Pour bien mesurer leur importance, citons quelques chiffres : il y a dans le monde près de 3 milliards de personnes inégalement connectées à Internet. Il y a plus d’un milliard de sites Web ; 195 milliards de courriels sont envoyés chaque jour. Sur Facebook, 1 300 000 personnes partagent leurs données et sont les « amis » les uns des autres ; près de 300 millions de personnes « tweetent » régulièrement.
Pour que tout cela fonctionne, près de 2 700 000 mégawattheures d’électricité sont utilisés chaque jour nécessitant un nombre élevé de centrales nucléaires.

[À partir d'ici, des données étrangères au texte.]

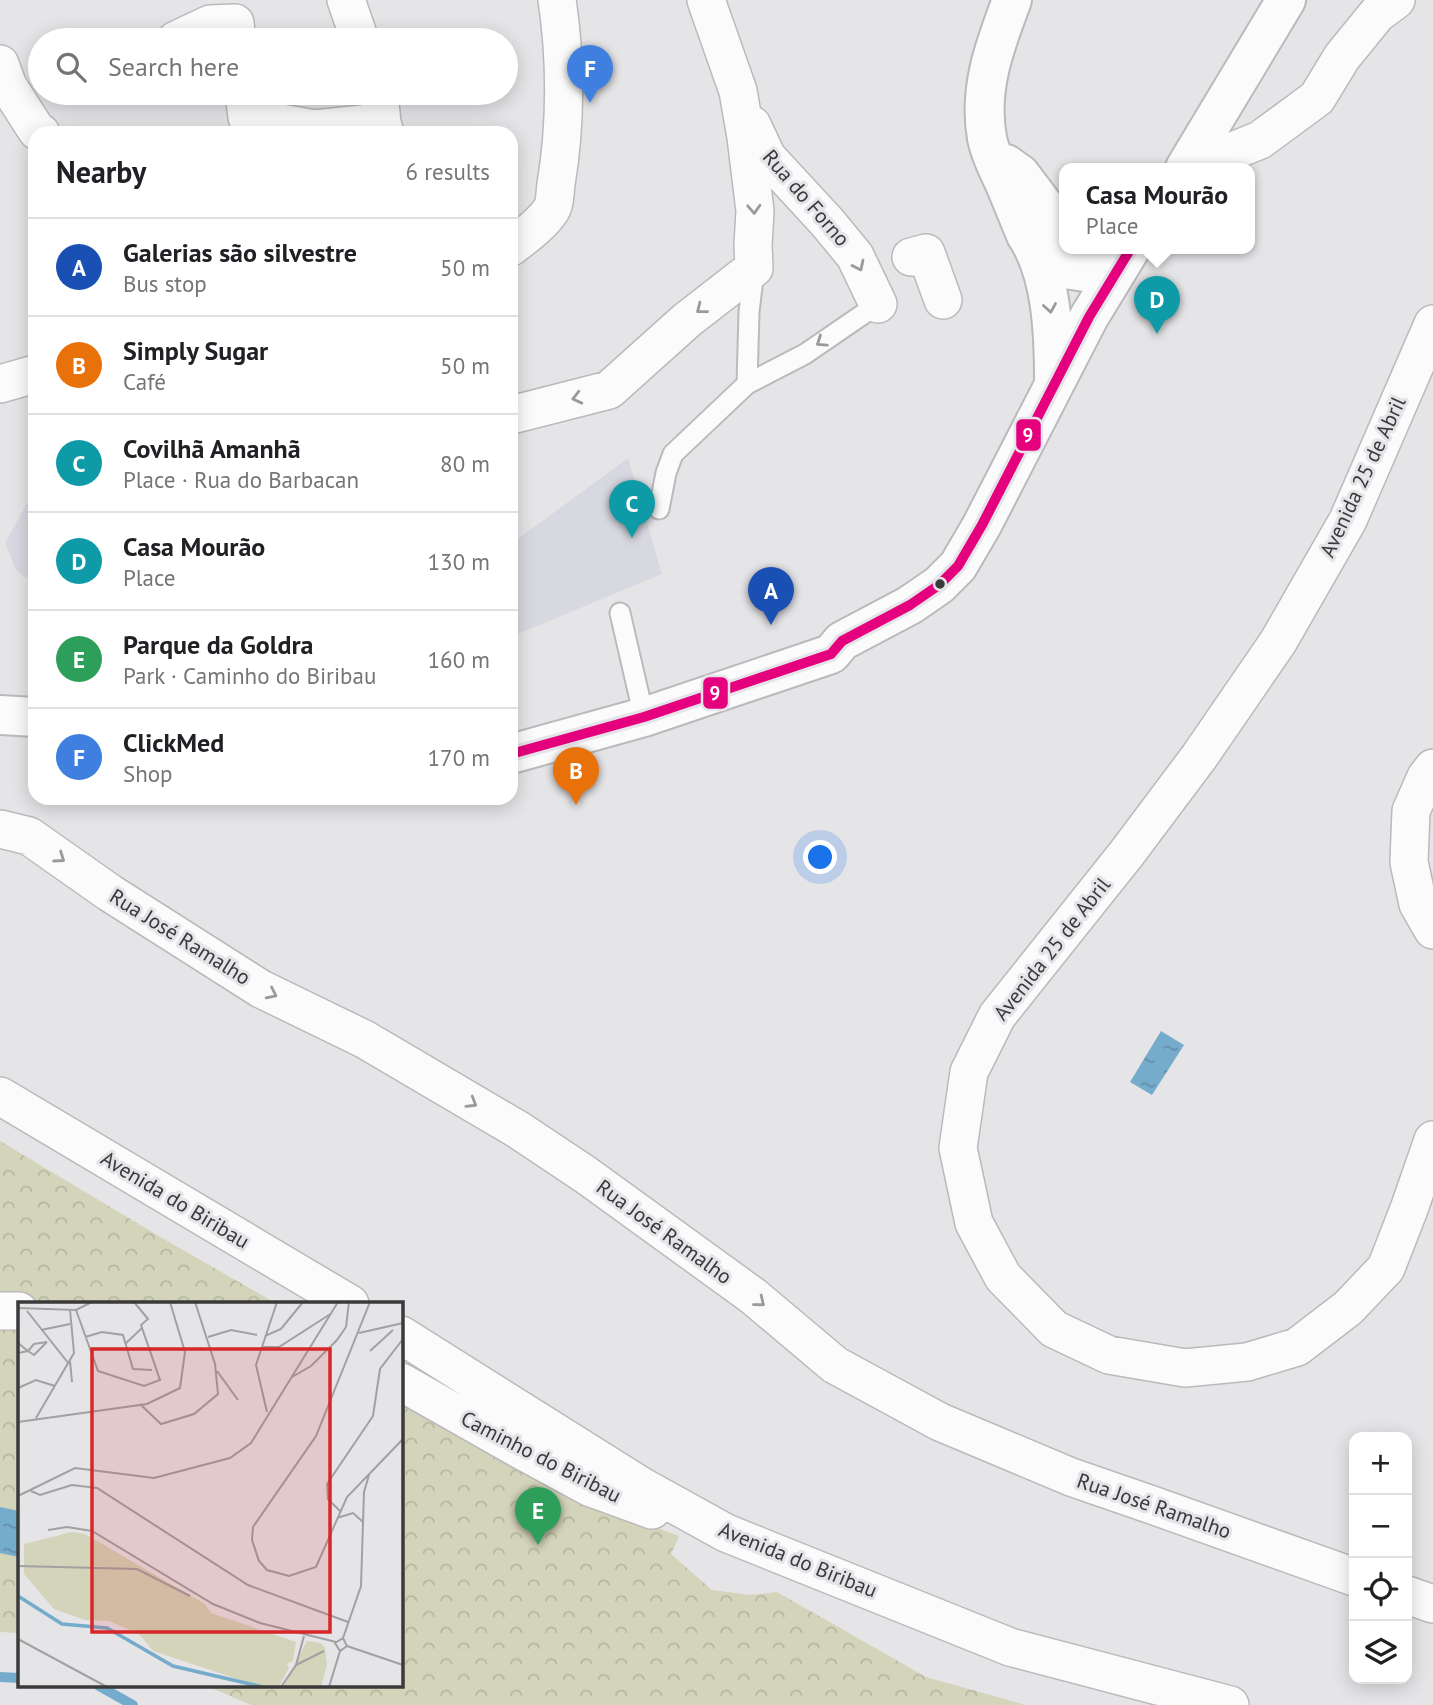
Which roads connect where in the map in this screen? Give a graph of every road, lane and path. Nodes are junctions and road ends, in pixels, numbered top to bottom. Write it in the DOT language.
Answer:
graph roads {
  1 [pos="346,0"];
  2 [pos="557,0"];
  3 [pos="706,0"];
  4 [pos="1012,0"];
  5 [pos="1286,0"];
  6 [pos="1396,0"];
  7 [pos="356,28"];
  8 [pos="0,64"];
  9 [pos="738,91"];
  10 [pos="246,105"];
  11 [pos="375,117"];
  12 [pos="34,126"];
  13 [pos="294,126"];
  14 [pos="333,126"];
  15 [pos="1188,163"];
  16 [pos="1203,163"];
  17 [pos="1059,233"];
  18 [pos="518,242"];
  19 [pos="1070,254"];
  20 [pos="1118,254"];
  21 [pos="911,257"];
  22 [pos="754,268"];
  23 [pos="943,300"];
  24 [pos="878,304"];
  25 [pos="1433,324"];
  26 [pos="28,376"];
  27 [pos="1054,383"];
  28 [pos="0,384"];
  29 [pos="747,384"];
  30 [pos="518,413"];
  31 [pos="659,509"];
  32 [pos="620,613"];
  33 [pos="0,715"];
  34 [pos="28,717"];
  35 [pos="644,717"];
  36 [pos="518,752"];
  37 [pos="1433,768"];
  38 [pos="0,829"];
  39 [pos="1433,930"];
  40 [pos="0,1096"];
  41 [pos="1433,1140"];
  42 [pos="347,1302"];
  43 [pos="0,1311"];
  44 [pos="18,1311"];
  45 [pos="402,1336"];
  46 [pos="402,1383"];
  47 [pos="726,1533"];
  48 [pos="1349,1575"];
  49 [pos="1412,1597"];
  50 [pos="1433,1604"];
  51 [pos="1230,1705"];
  1 -- 7 [label="street"];
  2 -- 18 [label="street"];
  3 -- 9 [label="street"];
  4 -- 17 [label="main road"];
  5 -- 15 [label="main road"];
  6 -- 16 [label="street"];
  8 -- 12 [label="street"];
  9 -- 22 [label="street, one-way"];
  9 -- 24 [label="street, Rua do Forno, one-way"];
  10 -- 13 [label="street"];
  11 -- 14 [label="street"];
  19 -- 20 [label="main road"];
  19 -- 27 [label="main road"];
  19 -- 27 [label="main road, one-way"];
  21 -- 23 [label="street"];
  22 -- 29 [label="lane"];
  22 -- 30 [label="street, one-way"];
  24 -- 29 [label="lane, one-way"];
  25 -- 41 [label="street, Avenida 25 de Abril"];
  26 -- 28 [label="street"];
  27 -- 35 [label="main road"];
  29 -- 31 [label="lane"];
  32 -- 35 [label="lane"];
  33 -- 34 [label="main road"];
  35 -- 36 [label="main road"];
  37 -- 39 [label="street"];
  38 -- 48 [label="street, Rua José Ramalho, one-way"];
  40 -- 42 [label="street, Avenida do Biribau"];
  43 -- 44 [label="street"];
  45 -- 47 [label="street, Avenida do Biribau"];
  46 -- 47 [label="street, Caminho do Biribau"];
  47 -- 51 [label="street, Avenida do Biribau"];
  49 -- 50 [label="street"];
}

Tous ces chiffres cachent des lieux de pouvoir innombrables avec au moins deux types de relation entre les individus et l’ensemble :
− La relation marchande où l’individu achète un service ou un bien, et, dans ce cas, par rapport à la façon d’acquérir, c’est juste la taille du magasin qui change ;
− La relation service où une entité met à la disposition de tout un chacun la possibilité de l’utiliser gratuitement pour un besoin quelconque. Le géant des moteurs de recherche, Google, offre ainsi la possibilité d’utiliser gratuitement son service de courriels. D’autres offrent des possibilités de stockage de documents sur ce que l’on appelle aujourd’hui le « cloud ».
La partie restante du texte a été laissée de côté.